Feminizing female athletes

13 September 2010

When it comes to diagnosing our crazy, conflicted relationship to powerful women, what better subject than female athletes?  These women can kick just about anyone’s ass, yet somehow discussion of their talent now has to include catty comments about their clothes and personalities.  Some athletes themselves seem to get caught up in this, wearing tight designer dresses and improbably small bikinis when playing their sports, makeup, and distracting nail polish, as if to feminize their hard muscles, aggression, and athletic superiority.         

Case in point:  Caroline Wozniacki’s US Open dress (designed by Stella McCartney!) was so tight that it persisted in riding up her butt during each point, requiring vigorous tugging down afterward.  Did it occur to no one that she needed to play tennis in this dress, because she is a world-class athlete, not a pretty plaything?  I vote that McCartney be banned from designing athletes’ dresses until she can be bothered to show that women can move while wearing them.  I became so annoyed by this display that I vented on the phone to a friend that if it’s all about pleasing male TV viewers, they should just make all women tennis players wear bikinis, as in beach volleyball.

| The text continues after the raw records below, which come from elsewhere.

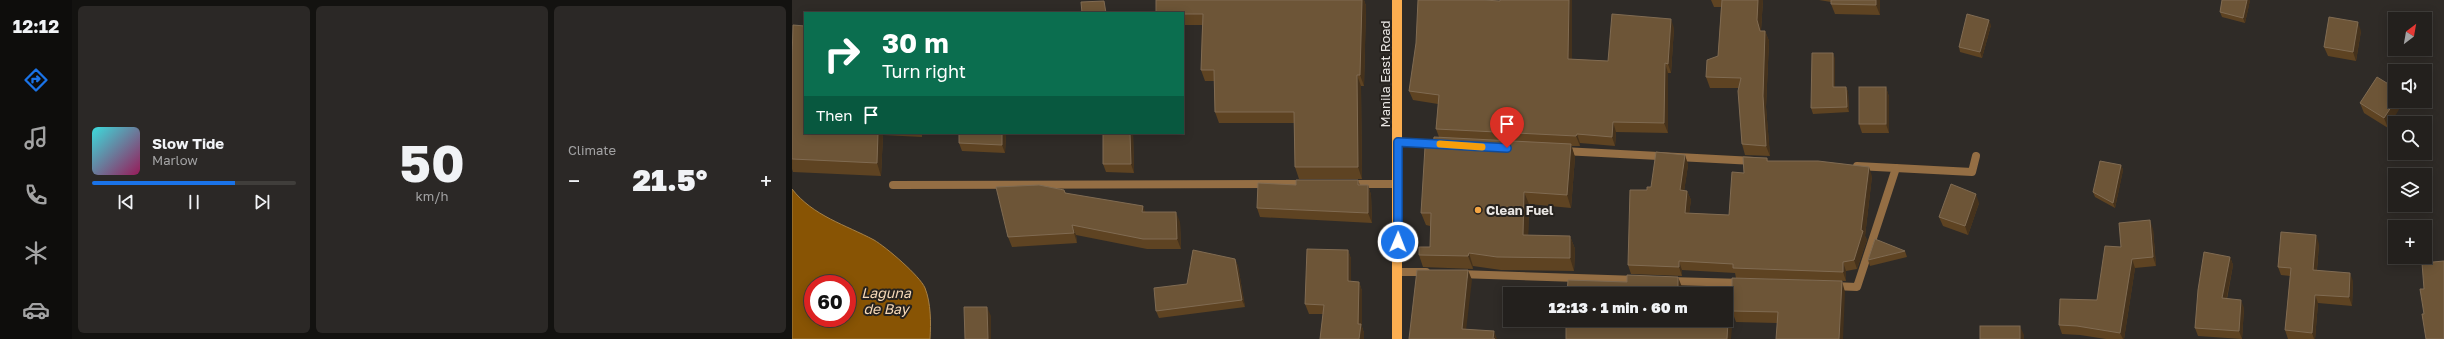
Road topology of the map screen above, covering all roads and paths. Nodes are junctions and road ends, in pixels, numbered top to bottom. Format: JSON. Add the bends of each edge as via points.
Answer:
{"nodes":[{"id":1,"x":1397,"y":0,"type":"edge"},
{"id":2,"x":1398,"y":142,"type":"junction"},
{"id":3,"x":1453,"y":145,"type":"edge"},
{"id":4,"x":1556,"y":150,"type":"edge"},
{"id":5,"x":1976,"y":156,"type":"dead end"},
{"id":6,"x":1762,"y":161,"type":"edge"},
{"id":7,"x":1848,"y":166,"type":"edge"},
{"id":8,"x":1896,"y":168,"type":"junction"},
{"id":9,"x":1312,"y":184,"type":"edge"},
{"id":10,"x":1343,"y":184,"type":"edge"},
{"id":11,"x":1398,"y":184,"type":"junction"},
{"id":12,"x":893,"y":185,"type":"dead end"},
{"id":13,"x":1398,"y":272,"type":"junction"},
{"id":14,"x":1437,"y":273,"type":"edge"},
{"id":15,"x":1453,"y":273,"type":"edge"},
{"id":16,"x":1643,"y":280,"type":"edge"},
{"id":17,"x":1659,"y":280,"type":"edge"},
{"id":18,"x":1754,"y":284,"type":"edge"},
{"id":19,"x":1825,"y":286,"type":"edge"},
{"id":20,"x":1397,"y":339,"type":"edge"}],
"edges":[{"from":1,"to":2,"type":"main road","name":"Manila East Road"},
{"from":2,"to":3,"type":"street"},
{"from":2,"to":11,"type":"main road","name":"Manila East Road"},
{"from":4,"to":6,"type":"street"},
{"from":5,"to":8,"type":"street","via":[[1972,172]]},
{"from":7,"to":8,"type":"street"},
{"from":8,"to":19,"type":"street","via":[[1857,287]]},
{"from":9,"to":12,"type":"street"},
{"from":10,"to":11,"type":"street"},
{"from":11,"to":13,"type":"main road","name":"Manila East Road"},
{"from":13,"to":14,"type":"street"},
{"from":13,"to":20,"type":"main road","name":"Manila East Road"},
{"from":15,"to":16,"type":"street"},
{"from":17,"to":18,"type":"street"}]}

But although that comment was intended to be a joke, it wasn’t a joke to the Olympics in 1994 and the Fédération Internationale de Volleyball (FIVB) in 1999, which passed rules that female beach volleyball players had to wear bikinis of a certain skimpiness, while men wore baggy shorts and sometimes t-shirts.  That rule seems to have been relaxed in recent years due to vigorous objections by various international teams.  During the height of this controversy a few competitors, most notably Holly McPeak, shilled for the FIVB by insisting these “uniforms” are both practical and comfortable, but most admit it’s about drawing a large TV audience of men.  Really, “comfortable”? 

And then there’s the makeup, which for me is most objectionable on the girls who participate in international gymnastics.  It’s not just that the makeup and sparkles in their hair makes me wonder what ranking these competitions have amongst pedophiles (whose other favorite show might well be “Little Miss Perfect,” the reality TV show about pre-pubescent girls’ beauty contests).  It’s that these diminutive girl gymnasts are getting the message that if you’re going to compete at the highest level, you’ve got to girl-ify yourself — but for whom?  The judges?  The TV audience?  Please tell me they’ll keep bikinis off gymnasts, at least. 

Finally — and most revealing — are those female athletes who don’t play nice and prettify themselves, but embrace the fact that they’re blazing new ground for gender performance for all of us would-be tomboys.  There’s Brittney Griner, the sophomore basketball star from Baylor University, who decorates her own webpage with this (decidedly un-girlie) photo showing off her 6’8″ lankiness.  If I were to read the message of this photo, I’d say it tells us that she’s going to be sexy on her own damn terms.  (Ahem:  it’s working.)  Yet just last winter the New York Times put an entire article in its sports section asking a series of designers and modeling agents how they might prettify Griner.

Finally — and perhaps most special to my heart — there’s Caster Semenya, the South African middle-distance runner and winner of the gold medal in the 800 meter race at the 2009 World Championships.  After winning last summer, she was forced to undergo a series of tests — mysterious ones at first, as they didn’t explain to her what was going on — to determine whether she was really female.  Despite worldwide controversy over this incident, it took the International Association of Athletics Foundations (IAAF) almost a year to clear her for competition.  (Nota bene: when she was finally cleared, she immediately won two races in Finland.)  Despite having undergone perhaps the most  excruciating and potentially career-killing gender scrutiny of all, Semenya’s race appearances show her to be the super-human being she is.  She’s all about streamlined power and muscles.  I’m sorry, TV viewers, if that doesn’t seem quite feminine enough for you.  Women’s sports doesn’t have to be a site for confirming mainstream notions of femininity, much less pornified notions.  So let me suggest you just get over it.